Tracee Ellis Ross gave a TED Talk that addressed the topic of female rage. 

Two months ago, my close friend Kelsey brought up the topic of female anger. She told me how she read a New York Times article about the ways in which men and women deal with their frustrations differently. 

While men are taught to release their negativity via external aggression, women are taught repression. They are expected to keep their composure and avoid confrontation at all costs. 

Thus, when faced with a conflict, women learn to internalize their pain as sadness. They blame themselves, doubt their worth and their perpetrators — often men — go on without criticism. 

At the end of our conversation, Kelsey said, “I’m making a concentrated effort to allow myself more anger.” This statement stuck with me. 

In the month that followed, the topic of female anger kept coming up. Friends confided in me about harassment, we discussed sexual assault in my writing workshop, I listened to the Bill Cosby trial and I read The News-Letter’s excellent front-page story on the Office of Institutional Equity.

In all of these instances, I couldn’t stop thinking about Kelsey’s words. I’m tired of blaming myself for the wrongdoings of men. I’m tired of suppressing my reactions to make others comfortable. I want to get angry.

Just the other morning, I listened to a Ted Talk by Tracee Ellis Ross that put into words all the jumbled, angsty thoughts in my brain. It was entitled “A woman’s fury holds lifetimes of wisdom.” 
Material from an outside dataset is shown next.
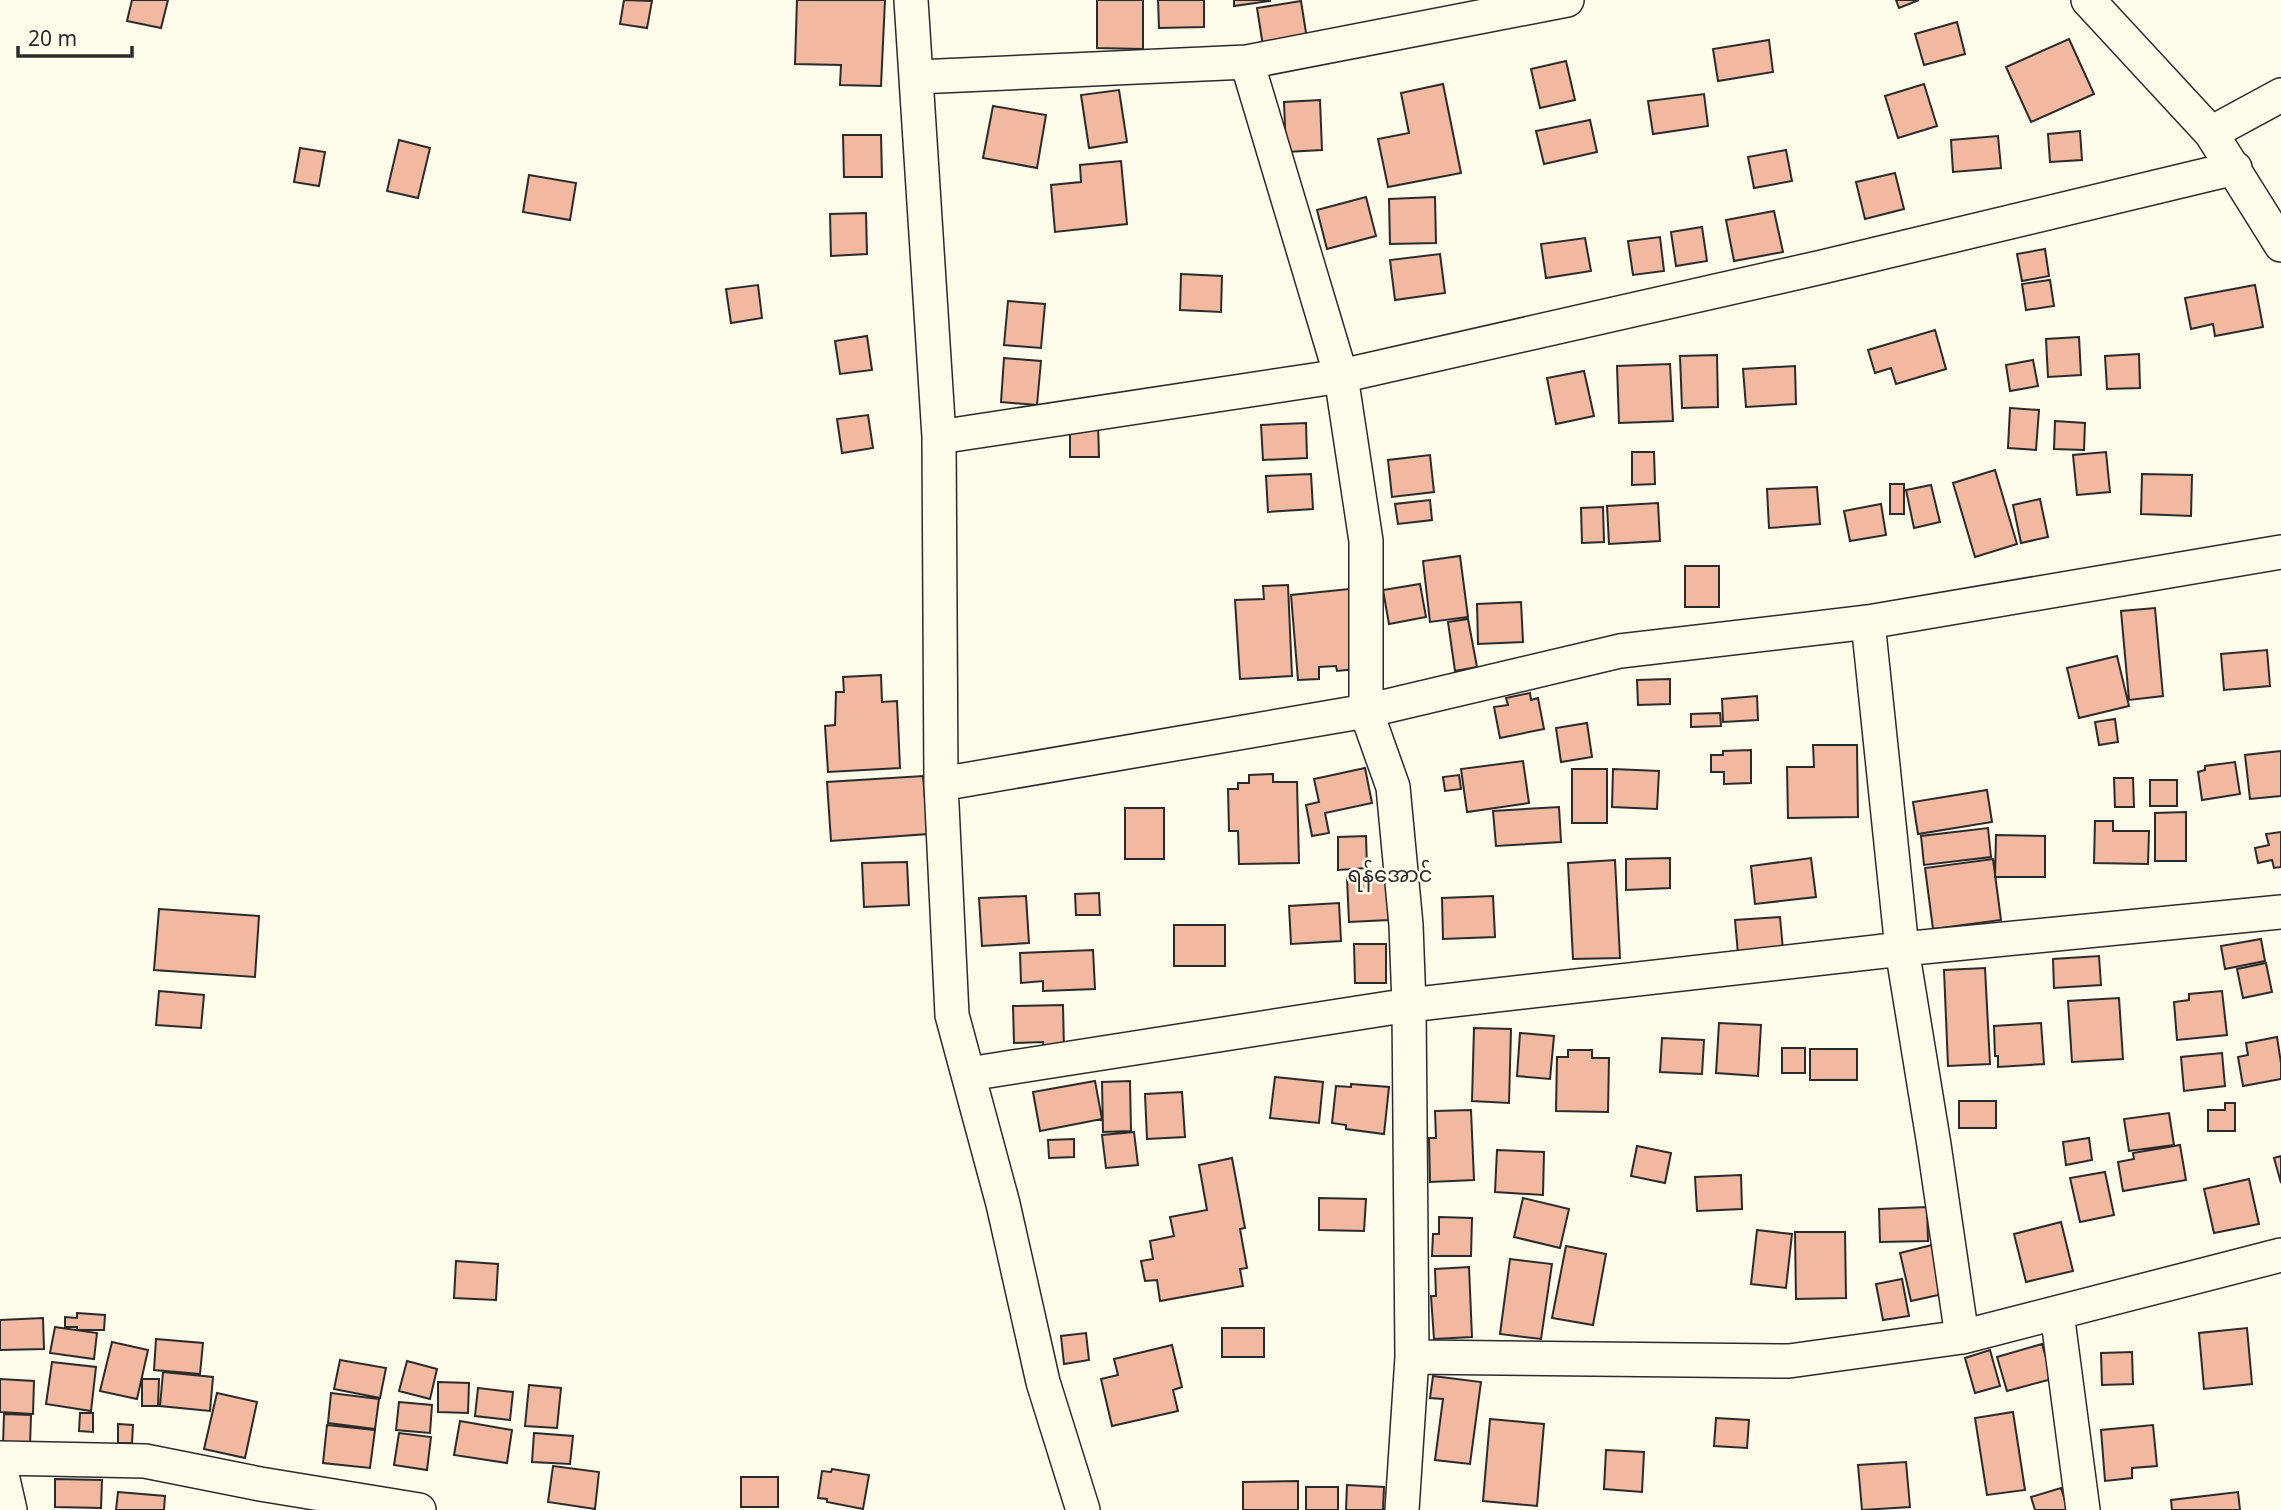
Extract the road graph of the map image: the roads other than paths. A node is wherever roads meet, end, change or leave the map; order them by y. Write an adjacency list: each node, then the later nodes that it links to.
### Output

Ross begins with an anecdote: Her friend was waiting in line at the post office one afternoon when a man came up behind her and shoved her out of the way. 

The friend’s first reaction was to make excuses, he’s probably just reaching for a stamp. I must’ve been in his way. Maybe he said sorry, and I just didn’t hear it. 

But then they subsided, and in their place, a fury rose up inside her. She wanted to retaliate. That might sound like an overdramatic reaction, but even hearing her story second-hand, I felt it too: fury. 

This fury is not simply a reflection of this single anecdote. Rather, it is the pent-up, constantly building, constantly silenced result of a lifetime of microaggressions. 

For years, men have helped themselves to women’s bodies without consent. It is something nearly every woman has experienced and something we have grown to accept. 

When I think of the instances in my life of verbal or physical violation (catcalls on my walk home, someone grinding on me at a concert or men in clubs grabbing my butt), I often consider myself lucky.

I think “it could have been worse.” How is that fair? Why is it that we, as women, are constantly living in fear’?

Last weekend, a friend confided in me that she was talking to a male classmate at Tent Party when he slid his hand under her skirt. 

She recalled how paralyzed she felt. “It’s not like I could say anything, or run away — I didn’t want to offend him. Then he might retaliate. I was afraid.” 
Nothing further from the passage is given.